## PROVIDED INFORMATION
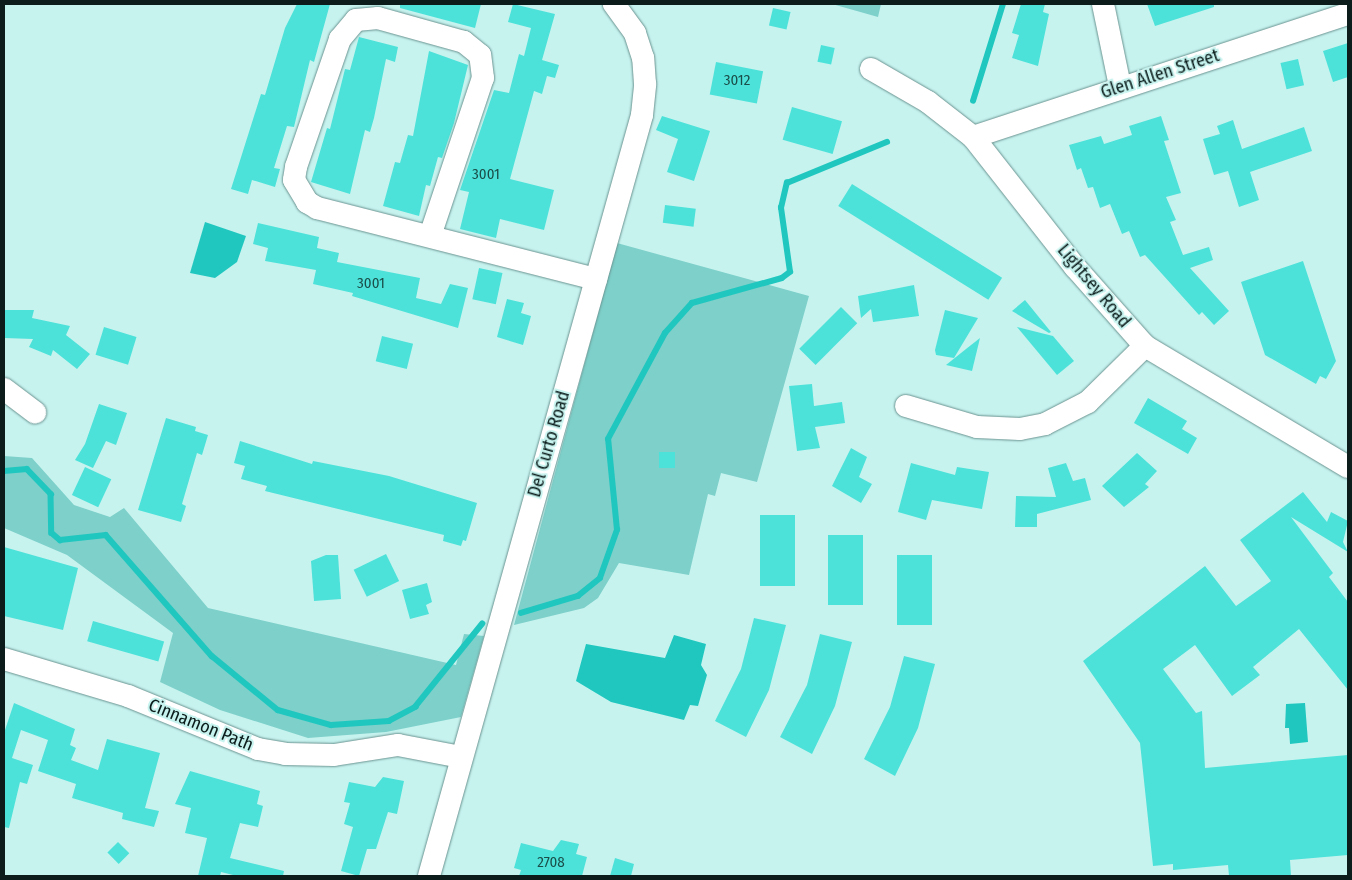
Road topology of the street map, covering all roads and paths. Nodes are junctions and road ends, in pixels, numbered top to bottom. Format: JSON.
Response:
{"nodes":[{"id":1,"x":1103,"y":4,"type":"edge"},
{"id":2,"x":619,"y":8,"type":"edge"},
{"id":3,"x":1348,"y":14,"type":"edge"},
{"id":4,"x":871,"y":69,"type":"dead end"},
{"id":5,"x":1120,"y":86,"type":"junction"},
{"id":6,"x":973,"y":137,"type":"junction"},
{"id":7,"x":430,"y":236,"type":"junction"},
{"id":8,"x":596,"y":279,"type":"junction"},
{"id":9,"x":1145,"y":346,"type":"junction"},
{"id":10,"x":4,"y":389,"type":"edge"},
{"id":11,"x":906,"y":406,"type":"dead end"},
{"id":12,"x":35,"y":412,"type":"dead end"},
{"id":13,"x":1348,"y":466,"type":"edge"},
{"id":14,"x":4,"y":659,"type":"edge"},
{"id":15,"x":461,"y":757,"type":"junction"},
{"id":16,"x":429,"y":876,"type":"edge"}],
"edges":[{"from":1,"to":5,"type":"street"},
{"from":2,"to":8,"type":"street","name":"Del Curto Road"},
{"from":3,"to":5,"type":"street","name":"Glen Allen Street"},
{"from":4,"to":6,"type":"street","name":"Lightsey Road"},
{"from":5,"to":6,"type":"street","name":"Glen Allen Street"},
{"from":6,"to":9,"type":"street","name":"Lightsey Road"},
{"from":7,"to":7,"type":"street"},
{"from":7,"to":8,"type":"street"},
{"from":8,"to":15,"type":"street","name":"Del Curto Road"},
{"from":9,"to":11,"type":"street"},
{"from":9,"to":13,"type":"street","name":"Lightsey Road"},
{"from":10,"to":12,"type":"street"},
{"from":14,"to":15,"type":"street","name":"Cinnamon Path"},
{"from":15,"to":16,"type":"street","name":"Del Curto Road"}]}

## TASK DETAILS
Every entry must be written out exactly, with all pictures left out.

## ANSWER AREA
Road topology of the street map, covering all roads and paths. Nodes are junctions and road ends, in pixels, numbered top to bottom. Format: JSON.
Response:
{"nodes":[{"id":1,"x":1103,"y":4,"type":"edge"},
{"id":2,"x":619,"y":8,"type":"edge"},
{"id":3,"x":1348,"y":14,"type":"edge"},
{"id":4,"x":871,"y":69,"type":"dead end"},
{"id":5,"x":1120,"y":86,"type":"junction"},
{"id":6,"x":973,"y":137,"type":"junction"},
{"id":7,"x":430,"y":236,"type":"junction"},
{"id":8,"x":596,"y":279,"type":"junction"},
{"id":9,"x":1145,"y":346,"type":"junction"},
{"id":10,"x":4,"y":389,"type":"edge"},
{"id":11,"x":906,"y":406,"type":"dead end"},
{"id":12,"x":35,"y":412,"type":"dead end"},
{"id":13,"x":1348,"y":466,"type":"edge"},
{"id":14,"x":4,"y":659,"type":"edge"},
{"id":15,"x":461,"y":757,"type":"junction"},
{"id":16,"x":429,"y":876,"type":"edge"}],
"edges":[{"from":1,"to":5,"type":"street"},
{"from":2,"to":8,"type":"street","name":"Del Curto Road"},
{"from":3,"to":5,"type":"street","name":"Glen Allen Street"},
{"from":4,"to":6,"type":"street","name":"Lightsey Road"},
{"from":5,"to":6,"type":"street","name":"Glen Allen Street"},
{"from":6,"to":9,"type":"street","name":"Lightsey Road"},
{"from":7,"to":7,"type":"street"},
{"from":7,"to":8,"type":"street"},
{"from":8,"to":15,"type":"street","name":"Del Curto Road"},
{"from":9,"to":11,"type":"street"},
{"from":9,"to":13,"type":"street","name":"Lightsey Road"},
{"from":10,"to":12,"type":"street"},
{"from":14,"to":15,"type":"street","name":"Cinnamon Path"},
{"from":15,"to":16,"type":"street","name":"Del Curto Road"}]}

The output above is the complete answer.